He shoved the afghan he had grabbed off the back of John's chair - _was John's, had always been John's, John had brought it when he had moved his stuff in the first time, Sherlock hated it, always hated it, it looked horrible, but it smelled like John because it always hung on the back of John's chair where he sat all day watching mindless telly so Sherlock couldn't complain too much when he invariably ended up covered up with it when he dozed off on the sofa_ \- and shoved it into John's arms, next to the Union Jack pillow John had already taken from him - _that was Sherlock's, he didn't remember why he had it, and it had been in the flat before John had moved in, but there was something sentimental about it because it the first thing John had ever touched when he first saw the flat (look around, "... could be very nice indeed...", set the pillow up, thumped it into shape, fell in the chair that forever became 'his')_ \- and said "Toss it in the bin if you don't want it," before turning away.

He slipped his laptop into his coat and wrapped his arm around his torso to keep it there, switching his violin case to his left hand to pull out his mobile with his right. He turned away from the burning building and dialled Mycroft's number; they'd need a place to stay for tonight, after all, and his wallet had been in the flat and John didn't have enough cash on him right now. Mycroft would already know about the fire, but Sherlock had nowhere else to turn to when tragedy arose, which was the sad, horrible truth about all of this: now, he had to call his brother.

 

**Notes for the Chapter:**

> Please, folks, never run into a burning building, no matter what. There's a lot that's going to happen in this story and my warning is: basically, don't do anything Sherlock does because he's a bit bad at anything that's not crime-solving. :p
> 
> There is going to be a lot of emotional processing at first, so if you're looking for dialogue, I PROMISE, it will come in upcoming chapters. But Sherlock's got to come to terms with this first, and you know how well Sherlock does emotions.
> 
> I do not own _Sherlock_. Thanks for reading!


	2. Chapter One

**Summary for the Chapter:**

> Moving on.

**Notes for the Chapter:**

> Apologies it the layout is a little off; it wasn't working correctly and I tried to make do!

"Hello, John."

Sherlock faintly heard Mycroft greet John as he bustled through the familiar halls of his brother's flat. Lavish flat. Expensive flat. Stupid, posh flat.
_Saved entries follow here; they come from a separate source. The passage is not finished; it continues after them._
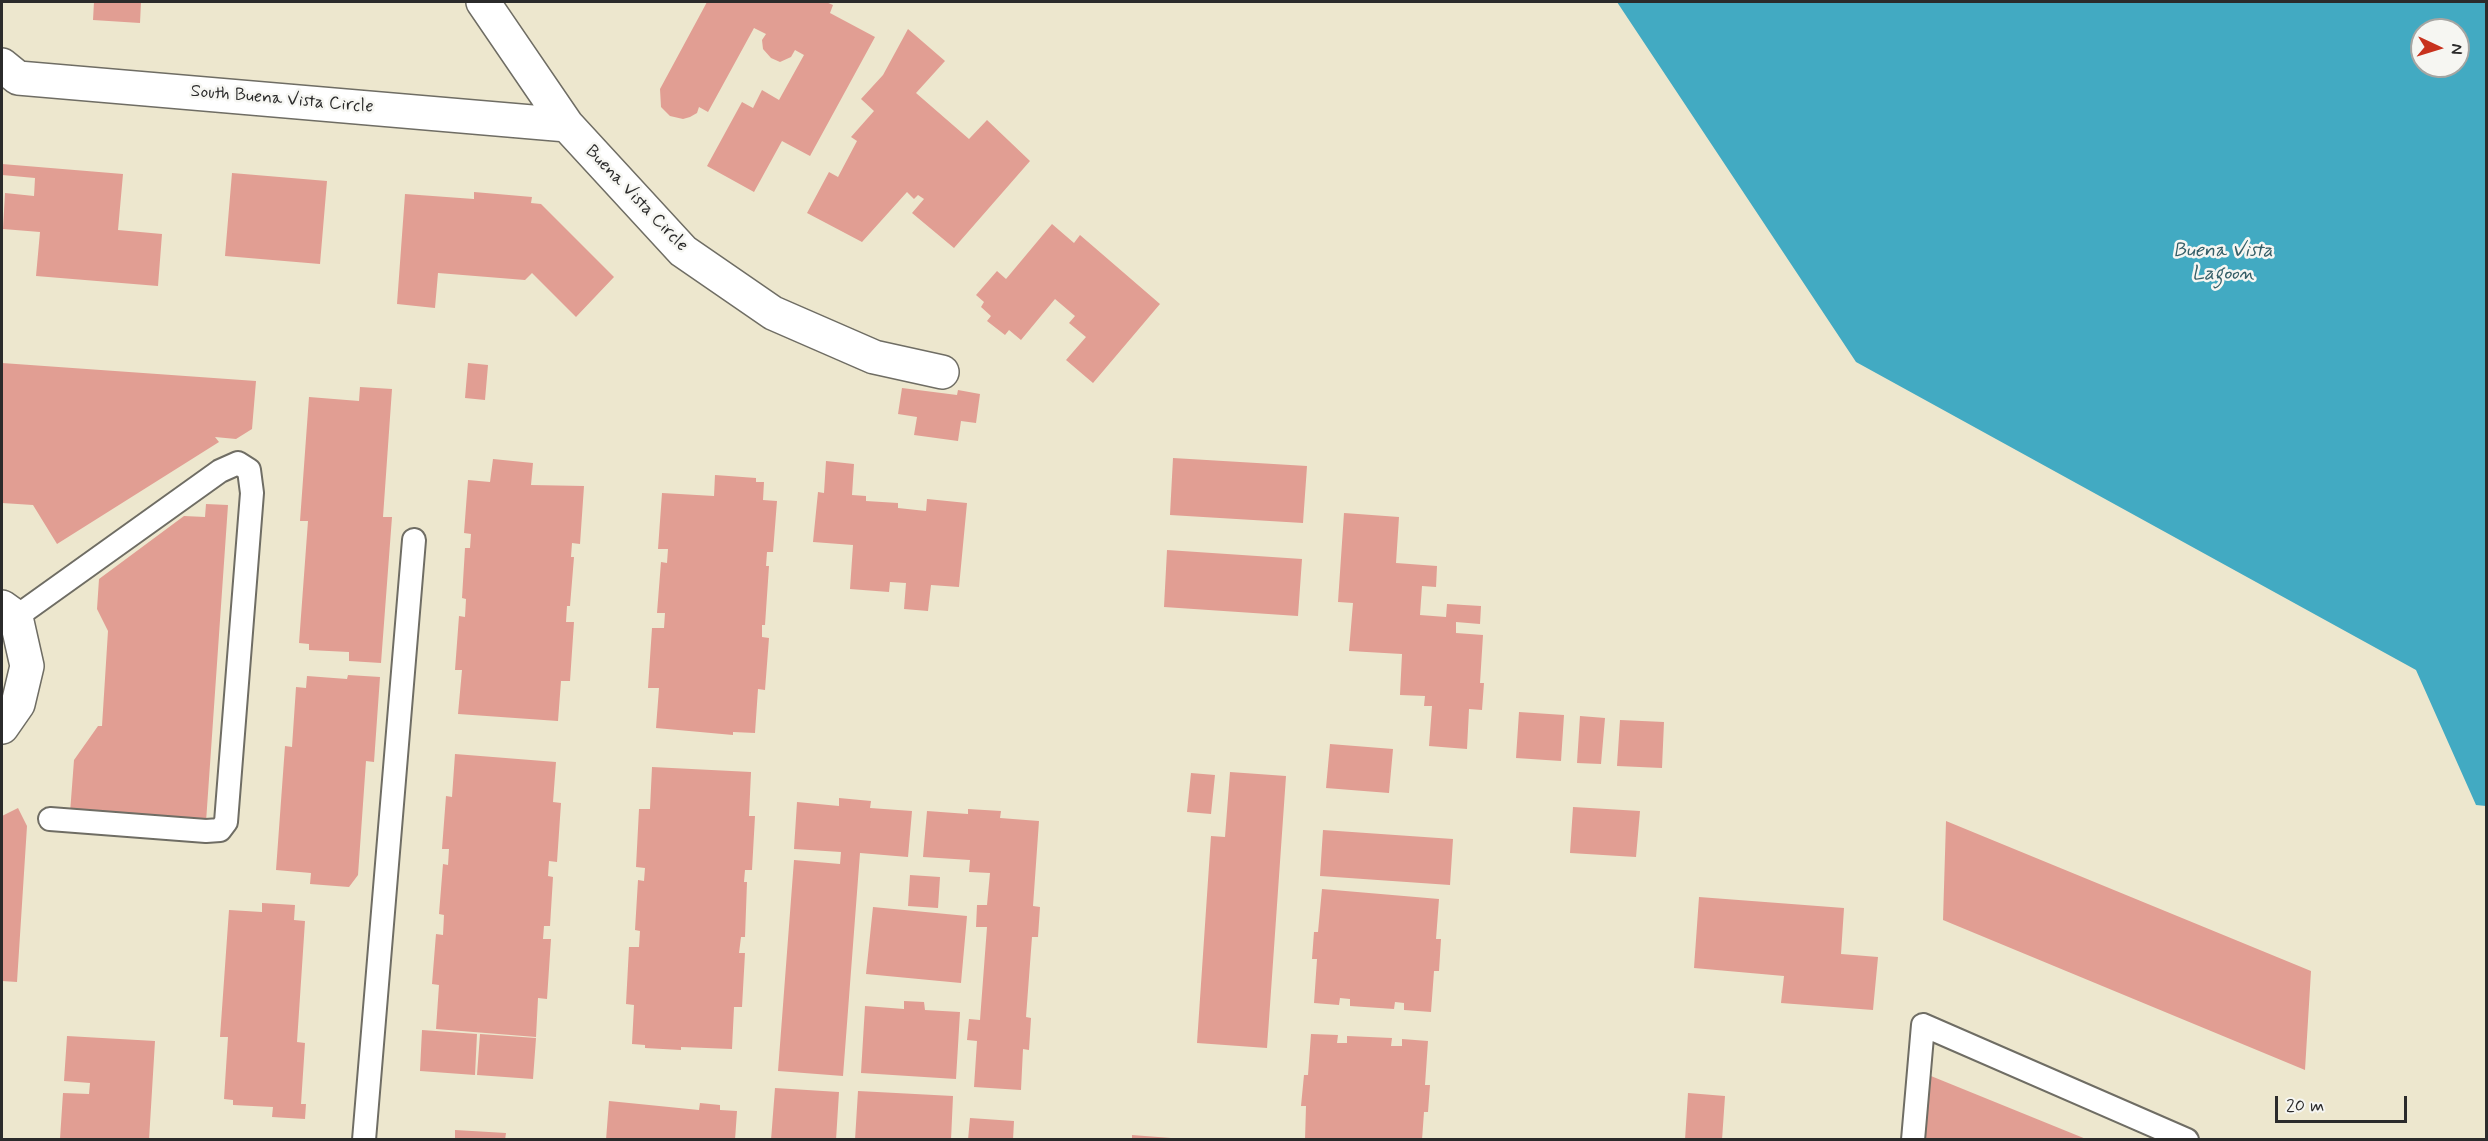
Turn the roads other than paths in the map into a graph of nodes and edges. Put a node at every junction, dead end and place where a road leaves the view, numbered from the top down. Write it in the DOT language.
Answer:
graph roads {
  1 [pos="483,2"];
  2 [pos="2,65"];
  3 [pos="567,125"];
  4 [pos="942,372"];
  5 [pos="414,540"];
  6 [pos="9,612"];
  7 [pos="2,727"];
  8 [pos="50,819"];
  9 [pos="364,1140"];
  10 [pos="1912,1140"];
  11 [pos="2187,1140"];
  1 -- 3 [label="street, Buena Vista Circle"];
  2 -- 3 [label="street, South Buena Vista Circle"];
  3 -- 4 [label="street, Buena Vista Circle"];
  5 -- 9 [label="lane"];
  6 -- 7 [label="street"];
  6 -- 8 [label="lane"];
  10 -- 11 [label="lane"];
}
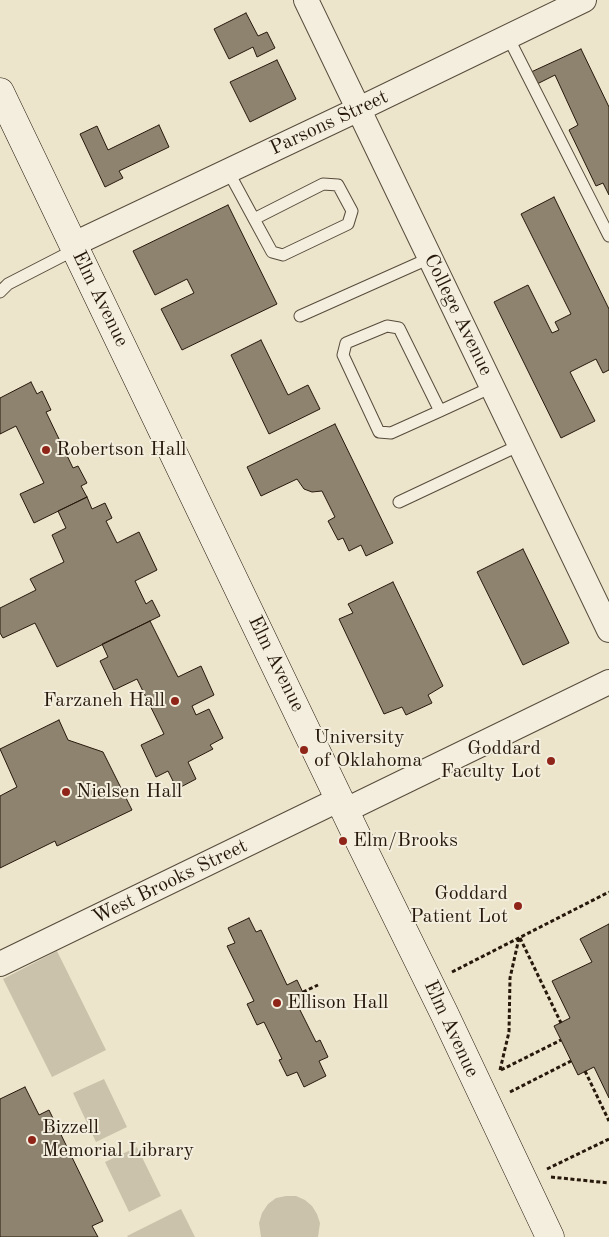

It was a fusion of modern and classical furniture, clutter-free and completely spotless, with pale gray carpet that showed his ash-outlined footprints as he headed back to his bedroom.

His bedroom at Mycroft's flat. Unfortunately, yes, he did have one. He had stayed with Mycroft after his apparent suicide and some times since, because of experiments gone wrong, but he hated the place. It was too... neat, almost so that it stifled him to death, and he was already having a hard enough time breathing as it was.

He had some clothes here, and a burner phone in case of emergencies, and high-quality satin sheets on the bed that were calling his name relentlessly.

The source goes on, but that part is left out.